BEGIN Raw data

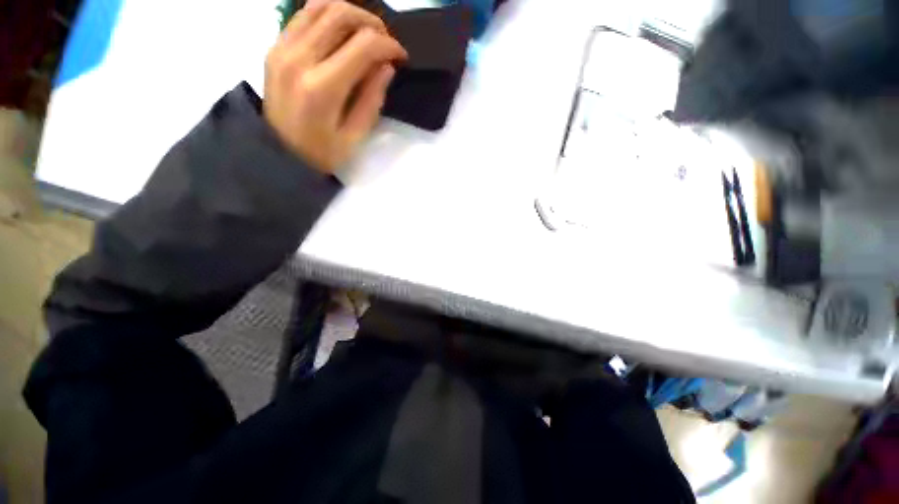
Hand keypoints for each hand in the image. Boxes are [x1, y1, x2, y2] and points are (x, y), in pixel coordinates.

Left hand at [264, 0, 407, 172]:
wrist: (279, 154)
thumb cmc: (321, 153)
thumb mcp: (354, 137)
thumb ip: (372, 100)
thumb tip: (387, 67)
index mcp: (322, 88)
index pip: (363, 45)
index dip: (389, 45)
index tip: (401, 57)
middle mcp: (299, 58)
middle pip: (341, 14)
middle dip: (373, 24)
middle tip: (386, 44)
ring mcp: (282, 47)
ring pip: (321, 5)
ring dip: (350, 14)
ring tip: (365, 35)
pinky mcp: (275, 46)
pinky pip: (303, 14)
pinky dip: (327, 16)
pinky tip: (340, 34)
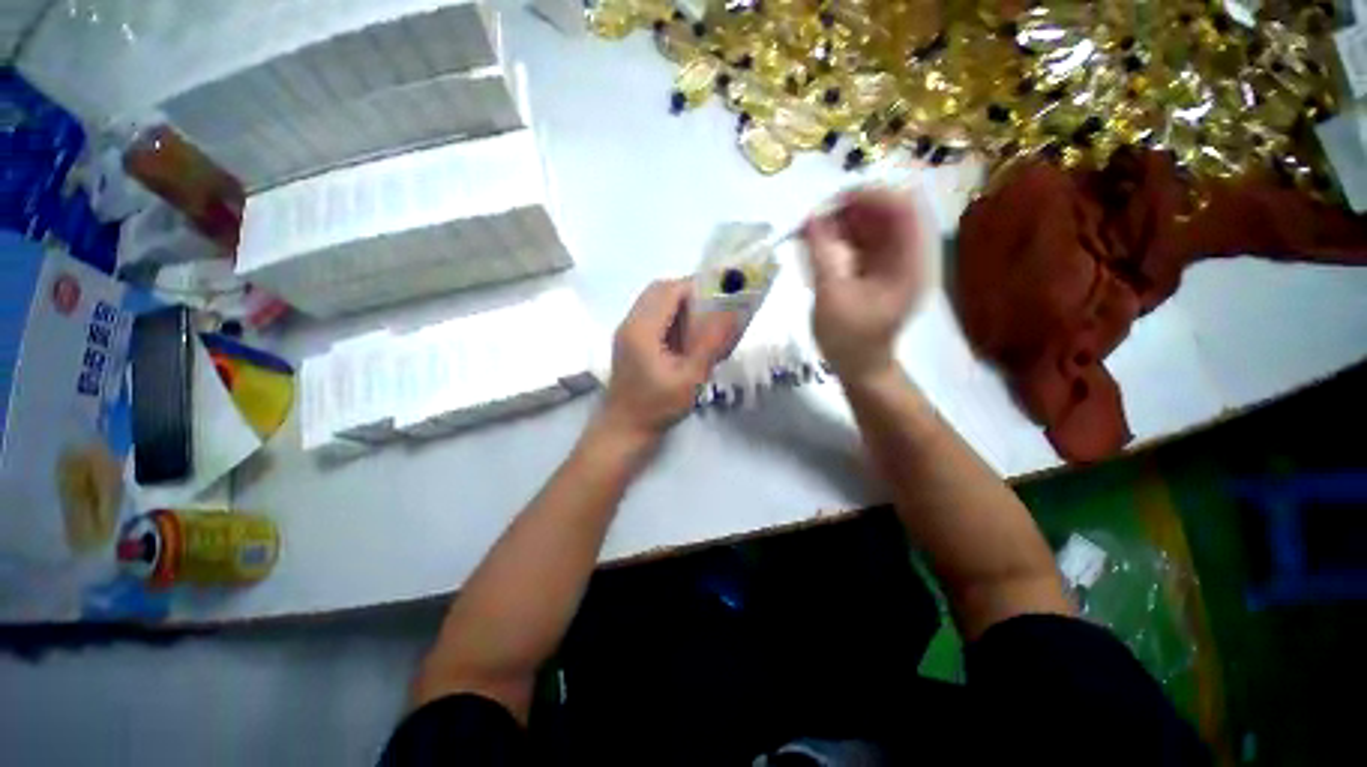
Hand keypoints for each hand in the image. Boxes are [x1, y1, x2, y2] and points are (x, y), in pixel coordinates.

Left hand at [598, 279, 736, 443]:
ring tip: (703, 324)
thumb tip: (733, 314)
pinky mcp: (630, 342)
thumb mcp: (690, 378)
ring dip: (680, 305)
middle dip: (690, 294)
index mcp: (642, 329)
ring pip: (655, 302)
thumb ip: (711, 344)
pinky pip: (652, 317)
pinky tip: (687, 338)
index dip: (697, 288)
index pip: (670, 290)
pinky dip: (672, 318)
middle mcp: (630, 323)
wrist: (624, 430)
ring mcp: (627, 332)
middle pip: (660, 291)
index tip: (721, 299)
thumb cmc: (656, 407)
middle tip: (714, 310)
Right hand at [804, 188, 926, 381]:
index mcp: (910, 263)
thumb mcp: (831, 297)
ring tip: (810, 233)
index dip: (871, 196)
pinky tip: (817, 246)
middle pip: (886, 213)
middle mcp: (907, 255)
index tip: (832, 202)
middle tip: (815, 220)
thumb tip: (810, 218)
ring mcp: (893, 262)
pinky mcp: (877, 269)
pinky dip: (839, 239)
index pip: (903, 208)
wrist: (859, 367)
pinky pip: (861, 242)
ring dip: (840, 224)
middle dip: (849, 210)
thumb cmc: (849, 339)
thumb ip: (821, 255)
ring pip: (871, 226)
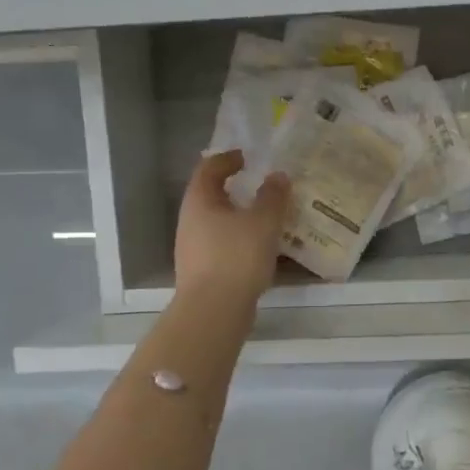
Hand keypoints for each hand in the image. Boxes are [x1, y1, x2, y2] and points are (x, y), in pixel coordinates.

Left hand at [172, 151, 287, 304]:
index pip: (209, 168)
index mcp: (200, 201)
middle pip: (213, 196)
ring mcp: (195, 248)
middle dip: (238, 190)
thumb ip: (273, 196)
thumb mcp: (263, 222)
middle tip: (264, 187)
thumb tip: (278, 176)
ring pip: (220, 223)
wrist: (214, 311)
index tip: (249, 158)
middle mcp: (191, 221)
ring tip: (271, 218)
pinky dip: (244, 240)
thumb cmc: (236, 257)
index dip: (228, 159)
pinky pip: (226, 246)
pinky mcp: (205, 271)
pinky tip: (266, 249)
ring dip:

END Raw data

● **About this task**
Leaving out the pictures, print each line of the records above from the first up to and including the one that contains "ring tip: (365, 35)", exactly as written.

● **Finished task**
Hand keypoints for each hand in the image. Boxes are [x1, y1, x2, y2] and points are (x, y), in pixel coordinates.

Left hand at [264, 0, 407, 172]:
wrist: (279, 154)
thumb cmc: (321, 153)
thumb mcp: (354, 137)
thumb ip: (372, 100)
thumb tip: (387, 67)
index mcp: (322, 88)
index pip: (363, 45)
index dip: (389, 45)
index tip: (401, 57)
middle mcp: (299, 58)
middle pip: (341, 14)
middle dip: (373, 24)
middle tip: (386, 44)
ring mcp: (282, 47)
ring pip: (321, 5)
ring dip: (350, 14)
ring tip: (365, 35)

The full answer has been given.